- [Directions]
Copy each line of the data beneath in which the word "dead" appears.

Records contained in a dataset
########
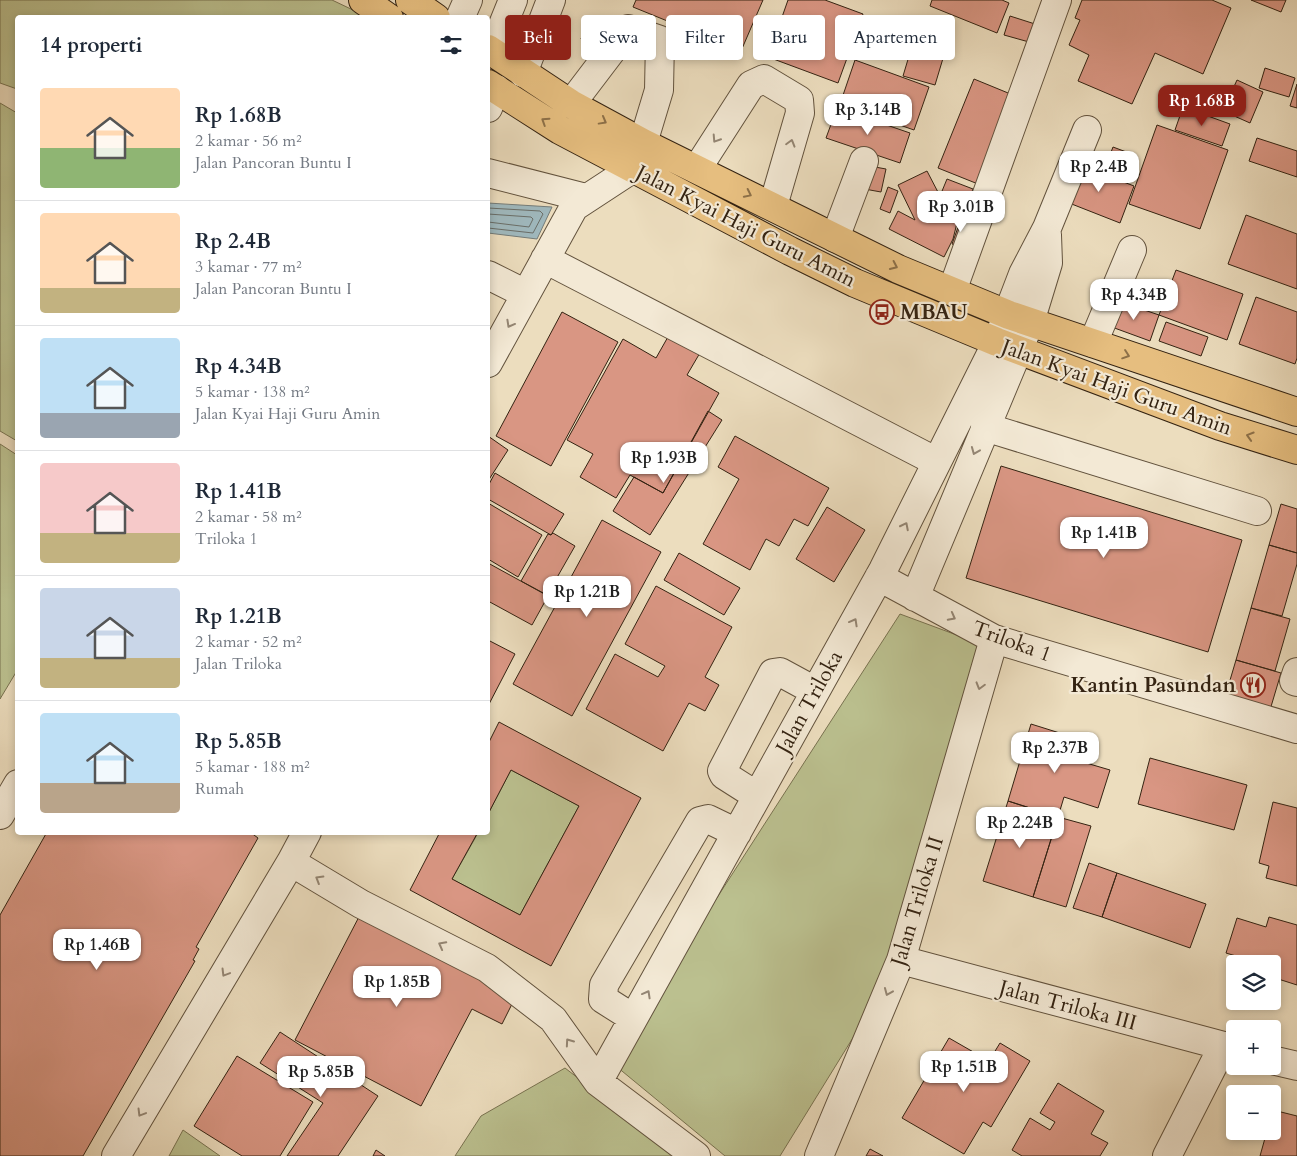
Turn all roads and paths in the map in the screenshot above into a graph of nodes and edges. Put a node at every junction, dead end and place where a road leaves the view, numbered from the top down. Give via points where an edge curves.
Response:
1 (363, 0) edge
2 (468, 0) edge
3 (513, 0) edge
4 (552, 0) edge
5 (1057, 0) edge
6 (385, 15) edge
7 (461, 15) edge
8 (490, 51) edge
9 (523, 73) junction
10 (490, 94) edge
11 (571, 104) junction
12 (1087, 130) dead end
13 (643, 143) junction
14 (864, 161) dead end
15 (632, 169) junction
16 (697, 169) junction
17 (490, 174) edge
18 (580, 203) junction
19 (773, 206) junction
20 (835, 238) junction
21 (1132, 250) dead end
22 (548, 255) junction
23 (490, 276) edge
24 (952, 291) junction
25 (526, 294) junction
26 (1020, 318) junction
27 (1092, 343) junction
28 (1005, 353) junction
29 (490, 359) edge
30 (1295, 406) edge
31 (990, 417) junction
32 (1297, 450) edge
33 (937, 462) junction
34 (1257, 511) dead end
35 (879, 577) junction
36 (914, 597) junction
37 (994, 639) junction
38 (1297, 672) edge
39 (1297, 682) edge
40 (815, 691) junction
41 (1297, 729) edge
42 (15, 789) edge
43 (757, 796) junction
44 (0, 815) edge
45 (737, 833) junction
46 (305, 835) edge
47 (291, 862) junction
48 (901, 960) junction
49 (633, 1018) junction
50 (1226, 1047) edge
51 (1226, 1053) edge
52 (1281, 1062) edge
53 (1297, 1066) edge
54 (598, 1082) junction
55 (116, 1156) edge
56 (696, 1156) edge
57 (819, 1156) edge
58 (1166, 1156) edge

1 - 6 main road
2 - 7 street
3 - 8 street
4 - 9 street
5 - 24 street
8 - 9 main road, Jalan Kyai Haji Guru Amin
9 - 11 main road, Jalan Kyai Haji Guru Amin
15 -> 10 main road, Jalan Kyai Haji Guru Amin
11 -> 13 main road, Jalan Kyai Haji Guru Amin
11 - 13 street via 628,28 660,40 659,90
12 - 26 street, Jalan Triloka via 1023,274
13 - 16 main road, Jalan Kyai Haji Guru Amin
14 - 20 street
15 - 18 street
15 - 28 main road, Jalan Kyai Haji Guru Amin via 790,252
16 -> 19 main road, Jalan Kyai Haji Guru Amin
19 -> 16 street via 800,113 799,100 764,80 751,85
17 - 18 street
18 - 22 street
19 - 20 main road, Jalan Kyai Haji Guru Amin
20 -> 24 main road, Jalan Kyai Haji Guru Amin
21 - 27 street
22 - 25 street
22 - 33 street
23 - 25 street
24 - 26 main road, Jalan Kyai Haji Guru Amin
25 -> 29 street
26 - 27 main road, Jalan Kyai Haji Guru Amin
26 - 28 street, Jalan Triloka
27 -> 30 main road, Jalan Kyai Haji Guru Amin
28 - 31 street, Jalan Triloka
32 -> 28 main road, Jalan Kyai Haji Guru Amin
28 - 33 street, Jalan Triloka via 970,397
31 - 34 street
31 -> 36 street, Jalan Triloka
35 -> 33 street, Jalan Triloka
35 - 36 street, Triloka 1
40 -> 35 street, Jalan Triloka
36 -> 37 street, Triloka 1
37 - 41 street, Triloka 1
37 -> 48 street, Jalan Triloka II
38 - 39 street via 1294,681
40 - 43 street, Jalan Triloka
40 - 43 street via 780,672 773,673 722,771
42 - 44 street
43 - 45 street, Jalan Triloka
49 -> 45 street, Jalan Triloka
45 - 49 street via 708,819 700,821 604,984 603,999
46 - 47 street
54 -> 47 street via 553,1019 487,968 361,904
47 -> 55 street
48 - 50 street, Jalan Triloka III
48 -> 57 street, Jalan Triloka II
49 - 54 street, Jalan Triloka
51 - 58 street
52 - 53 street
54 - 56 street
########
- [Exercise response]
Turn all roads and paths in the map in the screenshot above into a graph of nodes and edges. Put a node at every junction, dead end and place where a road leaves the view, numbered from the top down. Give via points where an edge curves.
12 (1087, 130) dead end
14 (864, 161) dead end
21 (1132, 250) dead end
34 (1257, 511) dead end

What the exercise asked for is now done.